When it comes to hydro sports, choosing between flyboard and hoverboard has been a long unsettled confusion. Picking what is ideal for you out of these two is only possible when you know the difference between them and what you expect from the experience. To make that easy, here is a small breakdown of the main differences between these two popular hydro sport PWCs.
How It Works
Although both these personal watercraft consist of water jet power to sustain a flight, how they work is significantly different.
The flyboard has a pair of boots attached to a board with jet nozzles which is what helps in propelling the flier upwards. It is powered by a hose, similar to the ones used by firefighters, and is located at the bottom with one end of it attached to the turbine of the jet ski. When the water pressure is ejected from the jet nozzles to the thrust, the flier will gradually rise above the water surface.
The hoverboard works almost the same, but here the water is propelled from the back end of the board instead of directly below. That is why hoverboards give an experience like surfing, skateboarding, or snowboarding in the air.
Movement And Stance
When flyboarding, the device moves vertically allowing the rider to soar high above the water surface. As for the stance in a flyboard, the flier has the preference to face from the front to the side. Usually, the stance the flier will want to take will depend on the level of experience.

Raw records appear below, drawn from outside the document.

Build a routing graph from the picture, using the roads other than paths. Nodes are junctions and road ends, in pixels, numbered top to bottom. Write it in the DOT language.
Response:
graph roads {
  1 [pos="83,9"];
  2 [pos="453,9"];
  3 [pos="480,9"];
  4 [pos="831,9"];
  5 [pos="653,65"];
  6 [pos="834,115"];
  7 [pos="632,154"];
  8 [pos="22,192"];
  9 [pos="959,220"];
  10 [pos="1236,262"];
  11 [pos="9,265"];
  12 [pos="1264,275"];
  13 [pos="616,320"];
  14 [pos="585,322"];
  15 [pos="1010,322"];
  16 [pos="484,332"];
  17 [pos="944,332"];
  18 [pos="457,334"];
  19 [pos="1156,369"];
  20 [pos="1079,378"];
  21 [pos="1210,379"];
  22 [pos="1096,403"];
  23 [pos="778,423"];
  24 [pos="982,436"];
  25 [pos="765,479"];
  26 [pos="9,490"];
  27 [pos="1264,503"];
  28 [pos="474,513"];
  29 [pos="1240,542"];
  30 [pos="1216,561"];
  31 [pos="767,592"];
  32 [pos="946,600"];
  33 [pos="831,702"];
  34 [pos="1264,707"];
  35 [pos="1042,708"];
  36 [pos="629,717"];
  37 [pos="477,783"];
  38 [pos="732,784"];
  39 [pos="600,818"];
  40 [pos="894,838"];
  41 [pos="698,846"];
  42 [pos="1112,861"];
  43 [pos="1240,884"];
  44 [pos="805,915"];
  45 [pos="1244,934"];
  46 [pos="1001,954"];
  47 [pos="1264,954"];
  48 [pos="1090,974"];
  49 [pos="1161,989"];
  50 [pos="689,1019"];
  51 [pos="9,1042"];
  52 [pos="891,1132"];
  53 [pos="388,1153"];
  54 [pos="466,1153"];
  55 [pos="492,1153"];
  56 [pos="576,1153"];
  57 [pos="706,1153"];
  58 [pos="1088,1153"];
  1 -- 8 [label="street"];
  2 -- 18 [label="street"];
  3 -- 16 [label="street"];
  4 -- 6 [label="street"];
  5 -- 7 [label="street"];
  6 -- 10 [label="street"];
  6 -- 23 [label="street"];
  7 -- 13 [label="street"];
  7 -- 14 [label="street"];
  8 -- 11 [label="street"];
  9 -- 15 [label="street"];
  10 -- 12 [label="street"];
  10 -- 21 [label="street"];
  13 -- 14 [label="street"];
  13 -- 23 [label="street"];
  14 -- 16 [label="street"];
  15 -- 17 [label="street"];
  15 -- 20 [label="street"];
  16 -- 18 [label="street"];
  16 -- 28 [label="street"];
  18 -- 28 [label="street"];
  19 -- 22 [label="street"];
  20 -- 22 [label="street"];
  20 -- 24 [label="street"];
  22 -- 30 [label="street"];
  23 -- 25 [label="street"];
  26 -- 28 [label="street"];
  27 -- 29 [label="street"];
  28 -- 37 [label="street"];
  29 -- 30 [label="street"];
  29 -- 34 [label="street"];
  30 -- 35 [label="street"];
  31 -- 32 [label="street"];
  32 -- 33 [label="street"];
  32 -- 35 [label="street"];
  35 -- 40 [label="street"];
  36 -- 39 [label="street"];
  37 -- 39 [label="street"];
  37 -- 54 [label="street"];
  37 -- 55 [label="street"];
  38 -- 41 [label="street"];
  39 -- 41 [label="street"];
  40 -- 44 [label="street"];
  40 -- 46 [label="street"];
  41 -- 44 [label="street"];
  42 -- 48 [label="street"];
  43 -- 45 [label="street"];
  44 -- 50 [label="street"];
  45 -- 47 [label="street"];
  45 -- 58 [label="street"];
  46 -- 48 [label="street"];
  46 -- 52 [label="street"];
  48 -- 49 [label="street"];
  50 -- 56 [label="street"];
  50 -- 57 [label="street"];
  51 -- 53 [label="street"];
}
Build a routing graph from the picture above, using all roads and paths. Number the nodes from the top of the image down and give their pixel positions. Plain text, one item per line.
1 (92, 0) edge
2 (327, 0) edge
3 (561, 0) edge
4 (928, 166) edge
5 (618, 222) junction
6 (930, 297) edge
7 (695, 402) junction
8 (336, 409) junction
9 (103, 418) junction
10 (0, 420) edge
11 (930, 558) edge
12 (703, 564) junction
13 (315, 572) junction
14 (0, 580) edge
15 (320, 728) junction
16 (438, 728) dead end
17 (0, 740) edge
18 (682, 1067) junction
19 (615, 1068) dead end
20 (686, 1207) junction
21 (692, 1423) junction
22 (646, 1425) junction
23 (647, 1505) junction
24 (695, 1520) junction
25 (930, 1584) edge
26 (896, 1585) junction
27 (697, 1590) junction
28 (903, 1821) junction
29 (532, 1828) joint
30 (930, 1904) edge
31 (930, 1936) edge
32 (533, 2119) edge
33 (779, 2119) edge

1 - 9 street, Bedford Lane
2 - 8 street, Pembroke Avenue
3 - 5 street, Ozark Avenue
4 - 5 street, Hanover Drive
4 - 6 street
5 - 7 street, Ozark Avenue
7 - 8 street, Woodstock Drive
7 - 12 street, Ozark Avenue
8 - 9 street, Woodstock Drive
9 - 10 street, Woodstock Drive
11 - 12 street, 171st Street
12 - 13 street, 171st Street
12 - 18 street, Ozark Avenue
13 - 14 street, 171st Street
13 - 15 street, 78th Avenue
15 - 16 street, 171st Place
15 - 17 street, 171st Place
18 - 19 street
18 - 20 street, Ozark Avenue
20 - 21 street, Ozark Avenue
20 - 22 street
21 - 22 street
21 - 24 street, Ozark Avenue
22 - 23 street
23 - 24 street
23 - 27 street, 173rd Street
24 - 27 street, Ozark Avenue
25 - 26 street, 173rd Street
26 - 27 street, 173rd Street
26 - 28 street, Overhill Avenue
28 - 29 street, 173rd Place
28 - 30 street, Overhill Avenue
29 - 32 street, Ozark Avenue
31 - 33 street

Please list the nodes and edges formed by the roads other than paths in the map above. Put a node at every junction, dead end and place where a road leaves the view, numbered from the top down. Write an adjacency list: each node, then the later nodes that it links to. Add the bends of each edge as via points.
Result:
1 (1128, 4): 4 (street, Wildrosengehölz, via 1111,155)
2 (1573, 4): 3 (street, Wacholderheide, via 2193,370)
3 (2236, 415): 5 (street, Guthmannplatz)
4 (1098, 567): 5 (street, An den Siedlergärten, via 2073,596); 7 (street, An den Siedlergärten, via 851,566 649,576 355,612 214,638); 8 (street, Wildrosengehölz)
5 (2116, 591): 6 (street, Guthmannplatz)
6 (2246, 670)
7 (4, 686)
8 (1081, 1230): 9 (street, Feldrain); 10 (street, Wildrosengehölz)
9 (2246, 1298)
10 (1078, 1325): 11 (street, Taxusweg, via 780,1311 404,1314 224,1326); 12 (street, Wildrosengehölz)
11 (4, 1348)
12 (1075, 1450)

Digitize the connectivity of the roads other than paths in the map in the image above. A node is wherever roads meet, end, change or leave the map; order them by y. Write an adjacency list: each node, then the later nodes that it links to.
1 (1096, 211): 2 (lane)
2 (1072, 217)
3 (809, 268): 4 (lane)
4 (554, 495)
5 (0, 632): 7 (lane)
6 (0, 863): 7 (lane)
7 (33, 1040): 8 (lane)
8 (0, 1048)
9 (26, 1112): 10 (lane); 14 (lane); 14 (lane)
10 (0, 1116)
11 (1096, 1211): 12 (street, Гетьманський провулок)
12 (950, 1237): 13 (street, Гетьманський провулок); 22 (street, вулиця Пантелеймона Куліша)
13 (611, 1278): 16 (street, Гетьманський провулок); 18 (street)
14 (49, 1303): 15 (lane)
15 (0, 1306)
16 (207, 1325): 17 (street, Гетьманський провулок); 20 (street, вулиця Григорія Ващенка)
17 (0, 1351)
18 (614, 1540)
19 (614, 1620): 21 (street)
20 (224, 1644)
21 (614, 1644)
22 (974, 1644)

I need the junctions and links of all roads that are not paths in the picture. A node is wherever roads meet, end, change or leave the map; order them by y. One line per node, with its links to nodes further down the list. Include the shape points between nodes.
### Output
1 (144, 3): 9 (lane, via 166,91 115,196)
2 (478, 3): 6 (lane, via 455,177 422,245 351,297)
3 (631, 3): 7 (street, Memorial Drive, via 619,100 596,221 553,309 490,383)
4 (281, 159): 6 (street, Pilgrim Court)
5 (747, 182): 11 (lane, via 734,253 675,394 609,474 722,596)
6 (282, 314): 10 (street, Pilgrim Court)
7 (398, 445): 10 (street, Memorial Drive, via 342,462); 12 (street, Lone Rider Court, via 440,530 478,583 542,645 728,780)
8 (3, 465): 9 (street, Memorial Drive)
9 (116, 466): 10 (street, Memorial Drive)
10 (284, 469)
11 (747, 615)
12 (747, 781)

Whereas when hoverboarding, the device is designed to move horizontally on and over the surface of the waterway and tides, just like you do when jet skiing. In this experience, the rider will only be able to soar across the water.
Depending on the level of experience, the rider can go fast or slow in a straight line along with the pace of the water. To get the most out of the ride on a hoverboard, the rider should stay to the side as if they were on a skateboard.
Since a flyboard needs to be controlled by another person to regulate the power and the height of the flier, it can be adjusted to suit one’s experience. Generally, it takes 3-10 minutes to learn the basic maneuvers of flyboarding.
However, in contrast, hoverboarding totally depends on one’s body movement. It’s more of an independent water activity that takes time to learn. This is why those who want to try hoverboarding for the first time are expected to take a basic lesson.
The beginner friendliness of each of these watersports also goes without saying that a flyboard can be more suitable for all age groups than a hoverboard.
Flyboarding is slightly cheaper than hoverboarding. The price for both will change depending on the duration as well. Flyboarding also gives the benefit of indulging in beautiful views from up while flying in the air alongside a real-life superman experience. Whereas for hoverboarding the views are limited to the surface, and the rider is also expected to stay attentive and control the device properly as it is an independent water sport.
To sum it up, a hoverboard and flyboard represent differences mainly in design variations, user experience, beginner-friendliness, variations in techniques, and position or altitude expected when using the device.